Apurva Roy Choudhury, developer of the productivity app Numerics
“One of our key focuses is that our user is our customer. We’re against advertisement-driven software. So we’re bootstrapped and want users to pay for the good stuff. One of the reasons why we focus exclusively on the Apple platform is because we think that Apple’s customers are aligned with the ideal customer profile that we want to focus on. We use Apple technology very deeply; we’re the only dashboard app on the planet that does not have a server side. Numerics has no servers in between. So it’s making direct connections from your device to your Salesforce server, or to your Google Spreadsheets account. And storing it on your iCloud. When you share with your friends or colleagues, you’re using iCloud sharing, and it’s end-to-end encrypted. So neither Tim Cook nor I can have access to your data. And the other value proposition is we deeply integrate with all the Apple stuff. So we’re everywhere,” says Apurva.
He is proud of the fact the Numerics is crafted for each Apple device. It was among the first 200 apps on the Apple Watch and he got invited to Cupertino. “We released it for Vision Pro. Again, we were among the first 600 apps.
Lil Artist: Catch them young
The pandemic showed the power of learning apps for children, like Lil Artist. Behind it are Arima Jain and Aman Jain. Arima primarily takes care of the design element while Aman is an iOS developer. Together, they have made this one of the best apps for children.

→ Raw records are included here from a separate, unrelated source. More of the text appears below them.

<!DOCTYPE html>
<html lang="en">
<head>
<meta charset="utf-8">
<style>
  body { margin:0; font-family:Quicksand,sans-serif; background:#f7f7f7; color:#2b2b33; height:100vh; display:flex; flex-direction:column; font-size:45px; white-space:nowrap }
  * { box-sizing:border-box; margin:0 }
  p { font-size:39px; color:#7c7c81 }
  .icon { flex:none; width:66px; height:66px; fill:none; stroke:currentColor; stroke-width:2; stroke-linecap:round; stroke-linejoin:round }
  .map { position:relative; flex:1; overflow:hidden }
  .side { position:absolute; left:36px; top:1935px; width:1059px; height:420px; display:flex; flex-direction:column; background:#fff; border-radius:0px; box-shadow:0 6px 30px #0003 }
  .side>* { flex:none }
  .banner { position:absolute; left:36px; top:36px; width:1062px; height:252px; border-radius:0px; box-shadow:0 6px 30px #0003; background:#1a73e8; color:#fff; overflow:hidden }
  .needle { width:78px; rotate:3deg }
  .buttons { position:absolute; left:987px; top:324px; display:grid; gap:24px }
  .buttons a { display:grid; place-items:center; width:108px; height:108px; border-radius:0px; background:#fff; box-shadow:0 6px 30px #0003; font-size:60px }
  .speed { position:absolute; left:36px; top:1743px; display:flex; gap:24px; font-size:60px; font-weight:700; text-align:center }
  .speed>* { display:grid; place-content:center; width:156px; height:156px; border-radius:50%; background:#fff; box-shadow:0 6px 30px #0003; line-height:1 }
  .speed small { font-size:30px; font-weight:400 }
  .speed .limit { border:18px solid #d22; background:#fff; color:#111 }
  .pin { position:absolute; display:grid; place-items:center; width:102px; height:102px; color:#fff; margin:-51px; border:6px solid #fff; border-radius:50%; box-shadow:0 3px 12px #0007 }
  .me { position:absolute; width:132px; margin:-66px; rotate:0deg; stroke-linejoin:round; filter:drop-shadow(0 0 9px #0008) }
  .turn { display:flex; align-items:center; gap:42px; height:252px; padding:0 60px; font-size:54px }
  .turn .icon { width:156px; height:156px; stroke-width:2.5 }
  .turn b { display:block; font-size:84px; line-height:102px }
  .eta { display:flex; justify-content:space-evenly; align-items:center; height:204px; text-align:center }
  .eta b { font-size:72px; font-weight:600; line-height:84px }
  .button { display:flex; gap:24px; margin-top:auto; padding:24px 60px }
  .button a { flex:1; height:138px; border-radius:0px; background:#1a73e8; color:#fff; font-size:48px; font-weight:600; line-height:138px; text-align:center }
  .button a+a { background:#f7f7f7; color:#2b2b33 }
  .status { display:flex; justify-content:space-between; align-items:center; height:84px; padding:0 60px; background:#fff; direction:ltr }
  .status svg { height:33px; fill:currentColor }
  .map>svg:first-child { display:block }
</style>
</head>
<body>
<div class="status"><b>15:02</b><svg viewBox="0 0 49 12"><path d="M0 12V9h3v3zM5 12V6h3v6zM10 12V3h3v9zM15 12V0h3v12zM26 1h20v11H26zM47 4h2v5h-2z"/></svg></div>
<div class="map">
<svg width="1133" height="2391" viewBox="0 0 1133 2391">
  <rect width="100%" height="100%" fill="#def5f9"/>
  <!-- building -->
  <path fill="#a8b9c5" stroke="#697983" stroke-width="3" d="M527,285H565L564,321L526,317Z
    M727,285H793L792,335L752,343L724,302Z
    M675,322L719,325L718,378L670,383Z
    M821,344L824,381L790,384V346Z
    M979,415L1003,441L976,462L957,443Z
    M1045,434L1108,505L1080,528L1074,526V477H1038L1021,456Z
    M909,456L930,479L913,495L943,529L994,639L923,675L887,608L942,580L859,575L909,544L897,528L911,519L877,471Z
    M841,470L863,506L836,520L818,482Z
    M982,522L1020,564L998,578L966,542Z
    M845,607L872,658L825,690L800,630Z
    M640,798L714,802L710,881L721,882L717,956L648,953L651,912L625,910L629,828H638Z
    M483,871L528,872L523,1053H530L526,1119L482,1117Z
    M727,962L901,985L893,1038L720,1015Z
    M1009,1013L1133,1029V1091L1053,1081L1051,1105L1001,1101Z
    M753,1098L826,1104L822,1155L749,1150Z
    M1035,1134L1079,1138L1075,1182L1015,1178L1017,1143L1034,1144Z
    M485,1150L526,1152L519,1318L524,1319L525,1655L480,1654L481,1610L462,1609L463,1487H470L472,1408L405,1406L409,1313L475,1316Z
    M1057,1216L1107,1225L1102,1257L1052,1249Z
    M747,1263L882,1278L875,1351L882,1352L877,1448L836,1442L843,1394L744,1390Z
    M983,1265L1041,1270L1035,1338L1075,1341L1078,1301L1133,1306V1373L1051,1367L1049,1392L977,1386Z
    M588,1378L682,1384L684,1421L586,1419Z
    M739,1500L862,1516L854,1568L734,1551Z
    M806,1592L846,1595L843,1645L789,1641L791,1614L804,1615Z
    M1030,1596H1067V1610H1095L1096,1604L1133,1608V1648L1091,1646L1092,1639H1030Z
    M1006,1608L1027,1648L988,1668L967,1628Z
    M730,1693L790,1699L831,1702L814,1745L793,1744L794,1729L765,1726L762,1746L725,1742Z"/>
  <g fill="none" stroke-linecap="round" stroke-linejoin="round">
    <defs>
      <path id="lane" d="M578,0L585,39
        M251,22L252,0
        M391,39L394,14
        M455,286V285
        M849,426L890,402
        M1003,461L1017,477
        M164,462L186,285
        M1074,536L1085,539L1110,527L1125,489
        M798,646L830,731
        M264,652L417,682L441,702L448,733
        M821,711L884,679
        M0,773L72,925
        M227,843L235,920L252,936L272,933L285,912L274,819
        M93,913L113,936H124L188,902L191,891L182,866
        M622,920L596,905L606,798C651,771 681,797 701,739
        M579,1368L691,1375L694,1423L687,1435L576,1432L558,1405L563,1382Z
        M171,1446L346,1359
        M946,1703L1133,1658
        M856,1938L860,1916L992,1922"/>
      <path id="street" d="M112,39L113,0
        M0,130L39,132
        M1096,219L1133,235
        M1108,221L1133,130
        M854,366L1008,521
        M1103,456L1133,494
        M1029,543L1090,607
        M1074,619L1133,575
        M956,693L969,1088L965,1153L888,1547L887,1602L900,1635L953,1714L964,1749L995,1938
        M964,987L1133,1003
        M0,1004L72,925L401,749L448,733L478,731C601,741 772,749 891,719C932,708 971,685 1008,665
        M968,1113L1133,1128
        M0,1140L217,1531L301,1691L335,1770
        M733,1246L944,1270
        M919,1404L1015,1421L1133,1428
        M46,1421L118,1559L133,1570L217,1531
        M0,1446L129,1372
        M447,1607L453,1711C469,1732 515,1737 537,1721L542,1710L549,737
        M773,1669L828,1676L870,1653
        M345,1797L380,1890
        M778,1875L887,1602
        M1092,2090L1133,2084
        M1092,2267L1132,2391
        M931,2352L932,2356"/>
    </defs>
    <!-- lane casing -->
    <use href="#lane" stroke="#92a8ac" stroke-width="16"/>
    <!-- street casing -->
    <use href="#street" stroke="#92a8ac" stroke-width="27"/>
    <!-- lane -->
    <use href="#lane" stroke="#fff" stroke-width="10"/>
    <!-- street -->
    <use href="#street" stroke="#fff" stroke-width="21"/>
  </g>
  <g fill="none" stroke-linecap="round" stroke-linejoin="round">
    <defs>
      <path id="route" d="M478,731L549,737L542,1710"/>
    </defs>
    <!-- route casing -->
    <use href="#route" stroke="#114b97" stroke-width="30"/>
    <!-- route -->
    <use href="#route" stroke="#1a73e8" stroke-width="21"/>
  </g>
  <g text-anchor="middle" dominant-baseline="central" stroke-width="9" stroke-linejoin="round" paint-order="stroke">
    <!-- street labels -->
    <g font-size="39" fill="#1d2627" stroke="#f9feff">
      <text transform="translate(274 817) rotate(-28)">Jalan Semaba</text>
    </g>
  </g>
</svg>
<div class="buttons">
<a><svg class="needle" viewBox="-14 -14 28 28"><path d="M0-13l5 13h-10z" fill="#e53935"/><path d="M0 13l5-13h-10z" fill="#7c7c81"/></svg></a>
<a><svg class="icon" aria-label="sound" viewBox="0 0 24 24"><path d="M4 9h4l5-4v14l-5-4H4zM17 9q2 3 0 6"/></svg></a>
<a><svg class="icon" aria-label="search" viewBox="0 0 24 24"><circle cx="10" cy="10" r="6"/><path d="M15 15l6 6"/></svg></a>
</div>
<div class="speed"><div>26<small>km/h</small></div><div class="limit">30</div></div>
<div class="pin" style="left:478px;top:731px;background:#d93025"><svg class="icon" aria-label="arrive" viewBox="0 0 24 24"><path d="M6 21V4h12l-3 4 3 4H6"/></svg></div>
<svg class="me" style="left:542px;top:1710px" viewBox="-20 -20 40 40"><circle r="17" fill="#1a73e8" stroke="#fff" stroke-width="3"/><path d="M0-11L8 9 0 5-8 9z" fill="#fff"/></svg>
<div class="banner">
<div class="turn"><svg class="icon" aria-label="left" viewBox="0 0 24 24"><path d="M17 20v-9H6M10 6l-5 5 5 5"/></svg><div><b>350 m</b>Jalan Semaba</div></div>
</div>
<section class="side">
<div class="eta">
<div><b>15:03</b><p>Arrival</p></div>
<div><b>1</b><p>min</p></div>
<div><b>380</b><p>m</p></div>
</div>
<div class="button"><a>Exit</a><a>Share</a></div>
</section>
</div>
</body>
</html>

“My journey started with graphic designing when I was in Class XI. And later, Aman, my brother told me about WWDC Swift Student Challenge and iOS development. So I started learning SwiftUI, and I participated in WWDC Swift Student Challenge in 2022. Fortunately, I won. Winning the challenge further fuelled my interest and passion for Apple technologies. We came up with the app when we observed an increase in children’s screen time after the pandemic, but we noticed they were consuming content without getting much from it. So we decided to create something enjoyable, yet educational. And that’s when we came up with Lil Artist,” says Arima.
The game has plenty of storytelling, learning different musical instruments, drawing, handwriting and a lot more. One of the interesting components of the app is AR. In fact, the duo are constantly adding new features.
Arima Jain and Aman Jain, developers of the kids learning app Lil Artists
“Our key focus is on integrating augmented reality (AR) features into our app. These AR features will take learning to a whole new level of fun and interactivity.We’re excited to explore innovative ways to integrate Apple’s latest technologies. Our ultimate objective is to create visually stunning and user-friendly interfaces that provide iOS users with seamless experience.”
Aman is a self-taught iOS developer. “I started my journey when I was in college,” says Aman, who is a WWDC Scholar from 2016. “Going forward, we are going to introduce more AR-related elements, which kids enjoy. And we are constantly looking for new features from Apple.”
Both are always excited to meet other developers, which makes working with Apple special. For Arima, things are changing fast as she has just completed Class XII and is now busy with college. They say being a part of the “Apple Entrepreneur Camp has been a game-changer.”